3. Power transition: States diversified their mixes — Rajasthan and Gujarat scaled utility solar, Tamil Nadu wind, Karnataka mixed RE and storage pilots — while coal/thermal capacity modernization continued to ensure grid stability (CEA reports). 


4. Water & irrigation focus: Massive canal projects, lift irrigation, and PMKSY-era investments have sustained net irrigated area near ~79 Mha but water-scarcity & groundwater depletion issues remain state-specific challenges. 


5. Industrial corridors & ports: DMIC and other corridor initiatives shifted manufacturing nodes into multi-state clusters (Gujarat, Maharashtra, Haryana, UP) — central in economic planning and PRAGATI monitoring. 

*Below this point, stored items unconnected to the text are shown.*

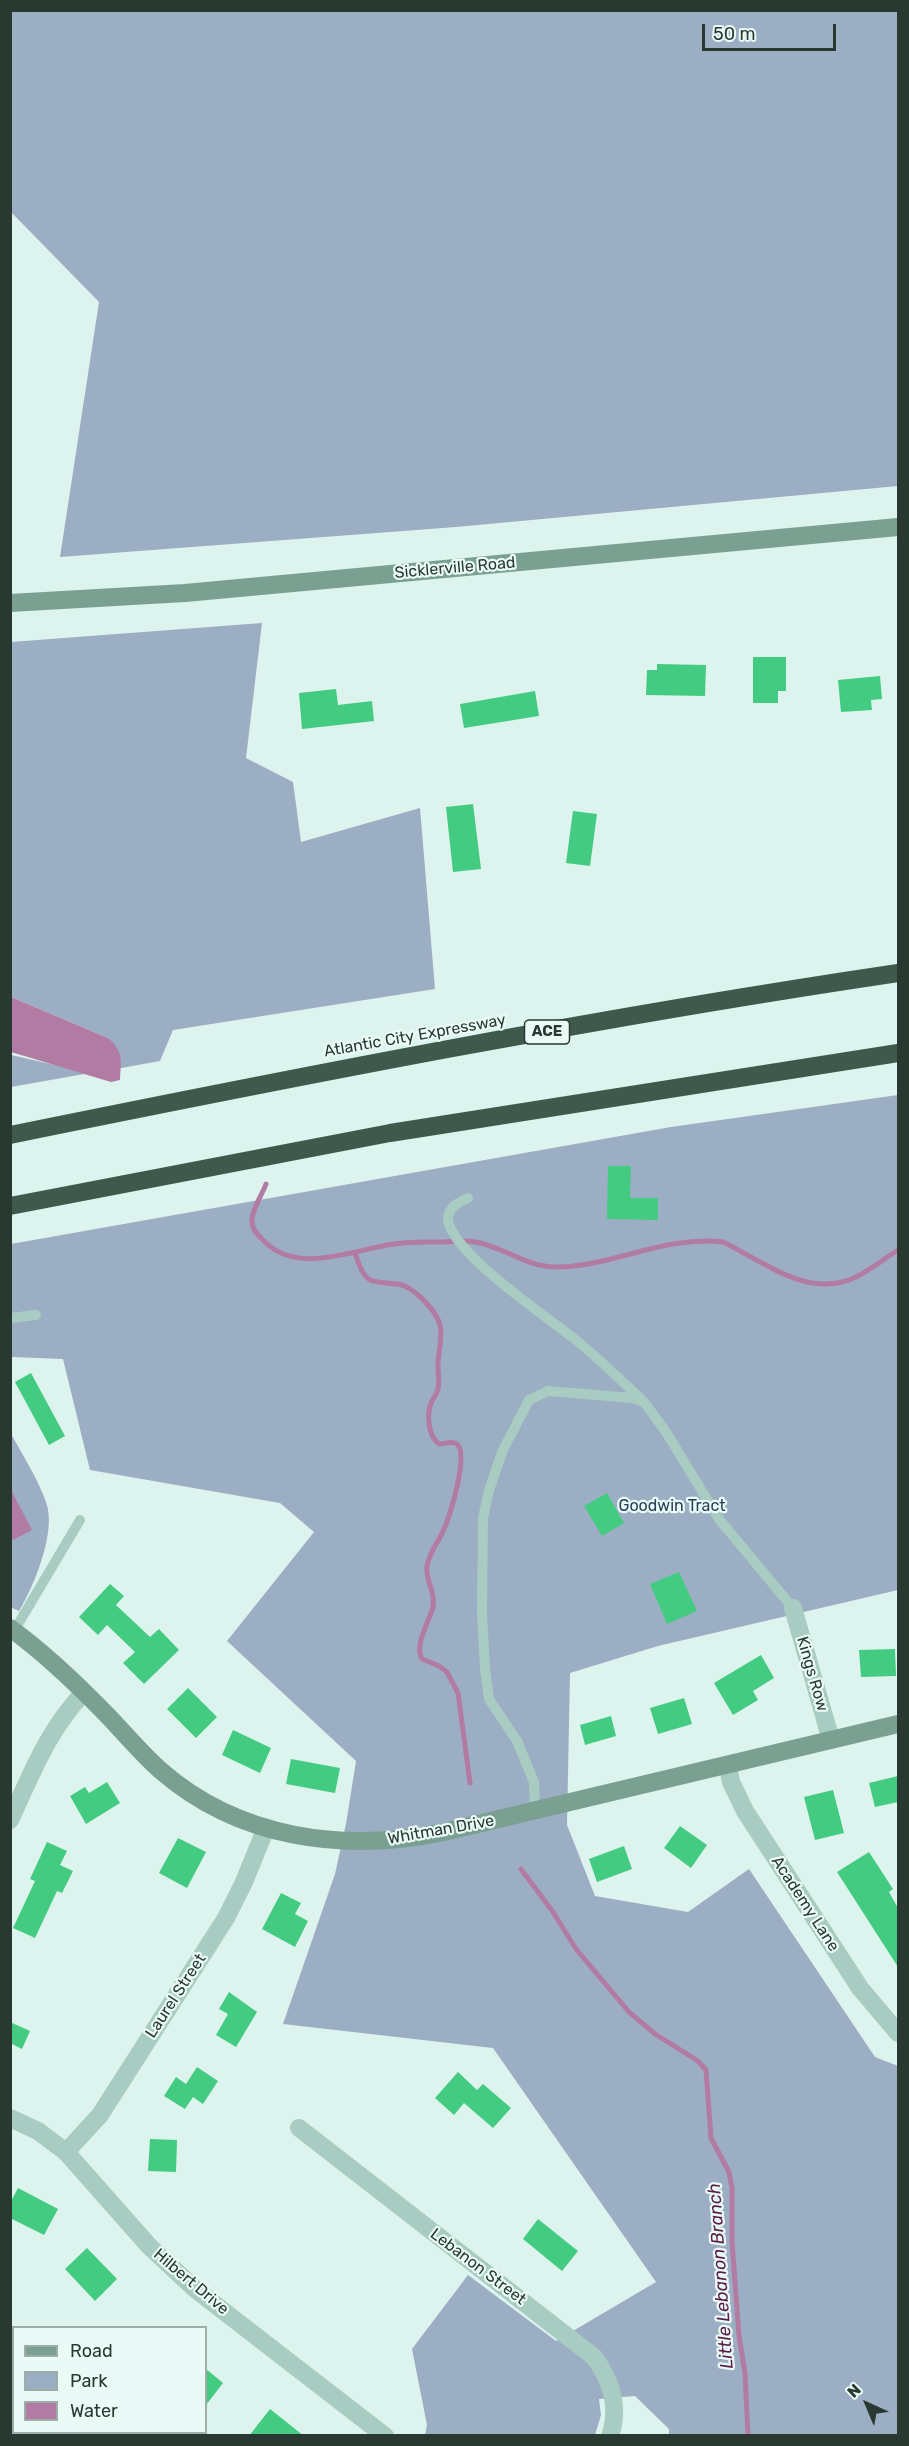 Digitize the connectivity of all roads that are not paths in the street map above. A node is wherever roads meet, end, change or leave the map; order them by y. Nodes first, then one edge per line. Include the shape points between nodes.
1 (898, 527) edge
2 (10, 603) edge
3 (898, 974) edge
4 (898, 1053) edge
5 (10, 1135) edge
6 (468, 1198) dead end
7 (10, 1206) edge
8 (36, 1315) dead end
9 (10, 1318) edge
10 (644, 1402) junction
11 (80, 1520) dead end
12 (793, 1608) joint
13 (12, 1630) edge
14 (84, 1692) junction
15 (898, 1724) edge
16 (831, 1740) junction
17 (728, 1766) junction
18 (535, 1811) junction
19 (10, 1820) edge
20 (266, 1828) junction
21 (898, 2032) edge
22 (10, 2118) edge
23 (299, 2128) dead end
24 (66, 2152) junction
25 (610, 2434) edge
26 (384, 2436) edge

1 - 2 street, Sicklerville Road via 185,593
3 - 5 highway, Atlantic City Expressway / ACE via 606,1021
4 - 7 highway via 390,1133
6 - 10 lane via 452,1208 448,1218 464,1247 492,1276 581,1344
8 - 9 lane
10 - 12 lane via 719,1519
10 - 18 lane via 548,1391 529,1400 503,1450 489,1490 483,1518 482,1612 489,1699 517,1741 534,1782
11 - 13 lane
12 - 16 street, Kings Row
13 - 14 street, Whitman Drive
14 - 19 street via 52,1733
14 - 20 street, Whitman Drive via 174,1782 213,1806
15 - 16 street, Whitman Drive
16 - 17 street, Whitman Drive
17 - 18 street, Whitman Drive
17 - 21 street, Academy Lane via 730,1782 745,1811 860,1988
18 - 20 street, Whitman Drive via 423,1836 376,1842 334,1842
20 - 24 street, Laurel Street via 226,1918 100,2115
22 - 24 street, Hilbert Drive via 38,2131
23 - 25 street, Lebanon Street via 594,2357 611,2386 615,2413
24 - 26 street, Hilbert Drive via 172,2268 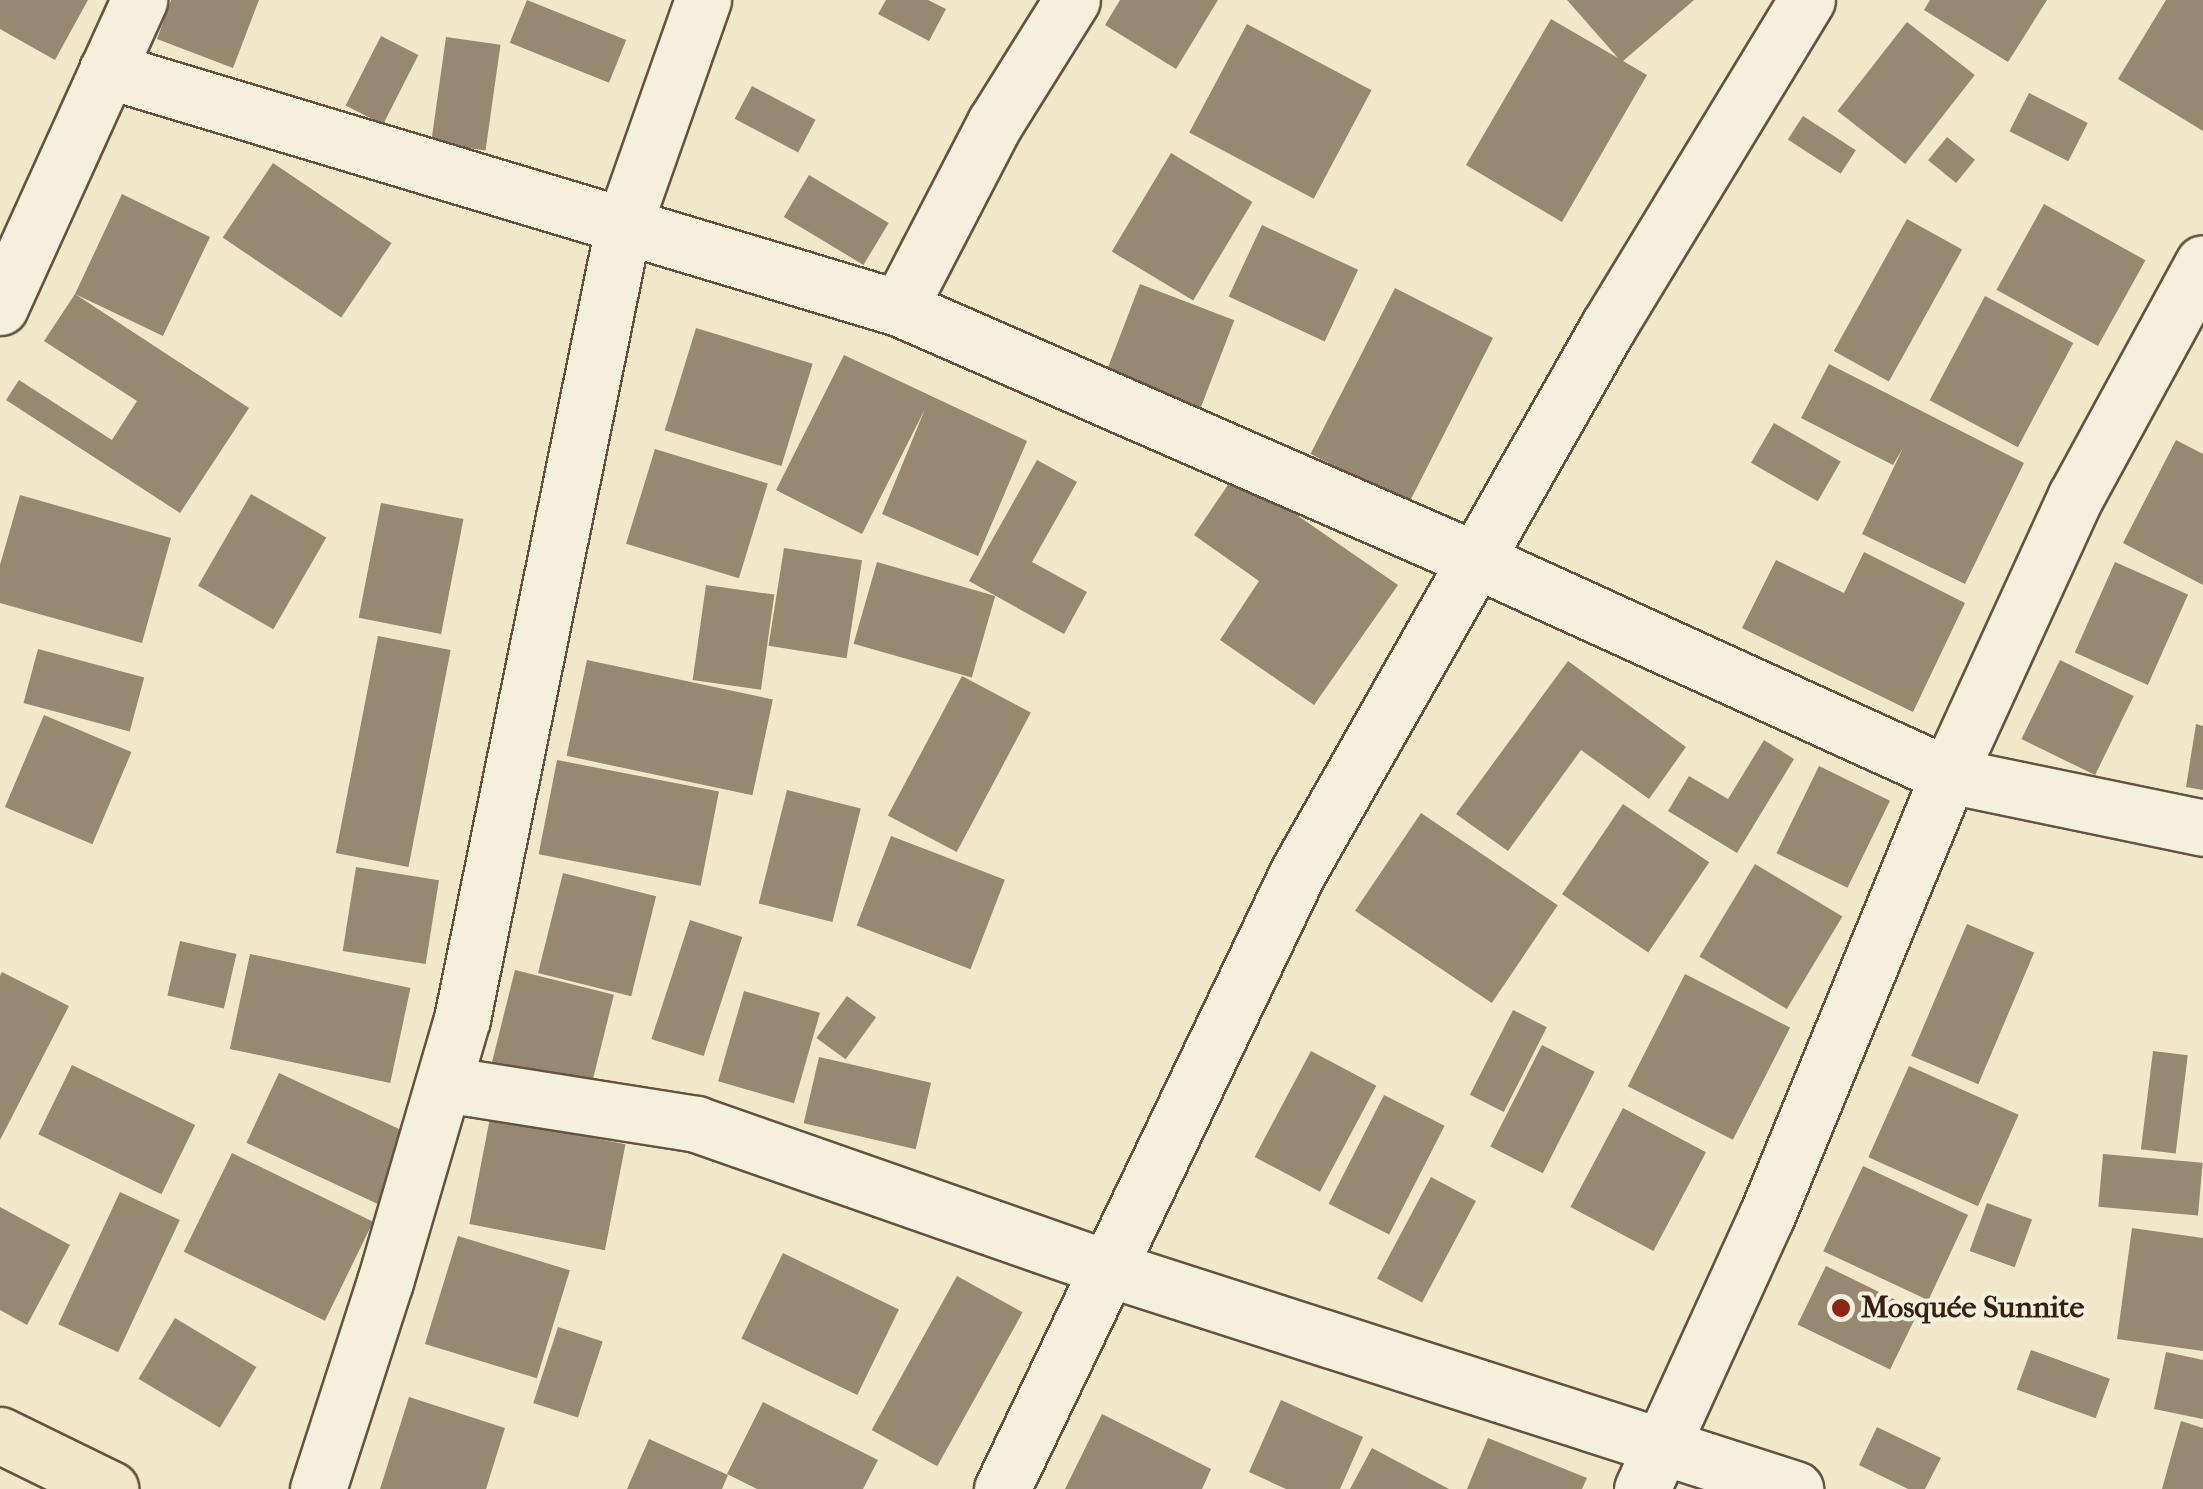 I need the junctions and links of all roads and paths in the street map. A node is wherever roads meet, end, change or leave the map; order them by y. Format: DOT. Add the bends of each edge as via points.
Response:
graph roads {
  1 [pos="139,0"];
  2 [pos="703,0"];
  3 [pos="1072,0"];
  4 [pos="1807,0"];
  5 [pos="107,70"];
  6 [pos="623,228"];
  7 [pos="2203,263"];
  8 [pos="0,307"];
  9 [pos="899,308"];
  10 [pos="1476,560"];
  11 [pos="1948,774"];
  12 [pos="2203,828"];
  13 [pos="444,1084"];
  14 [pos="1107,1268"];
  15 [pos="0,1435"];
  16 [pos="1652,1468"];
  17 [pos="110,1489"];
  18 [pos="318,1489"];
  19 [pos="1002,1489"];
  20 [pos="1795,1489"];
  1 -- 5 [label="street"];
  2 -- 6 [label="street"];
  3 -- 9 [label="street" via="995,124"];
  4 -- 10 [label="street" via="1608,326"];
  5 -- 6 [label="street"];
  5 -- 8 [label="street"];
  6 -- 9 [label="street"];
  6 -- 13 [label="street"];
  7 -- 11 [label="street" via="2076,496"];
  9 -- 10 [label="street"];
  10 -- 11 [label="street"];
  10 -- 14 [label="street" via="1298,872"];
  11 -- 12 [label="street"];
  11 -- 16 [label="street" via="1767,1215"];
  13 -- 14 [label="street" via="696,1124"];
  13 -- 18 [label="street"];
  14 -- 16 [label="street"];
  14 -- 19 [label="street"];
  15 -- 17 [label="highway"];
  16 -- 20 [label="street"];
}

What this means for the 15 states/UTs reviewed in the 49th PRAGATI meeting

The ₹65,000 crore portfolio reviewed at PRAGATI reflects continuation of the last 15 years’ priorities: removing last-mile bottlenecks in mineral logistics, completing electrification/doubling for rail freight, finishing large irrigation/dam interlinking legs, and completing transmission/evacuation lines for renewables and hydro projects. (This is consistent with the national trends and sectoral facts above.)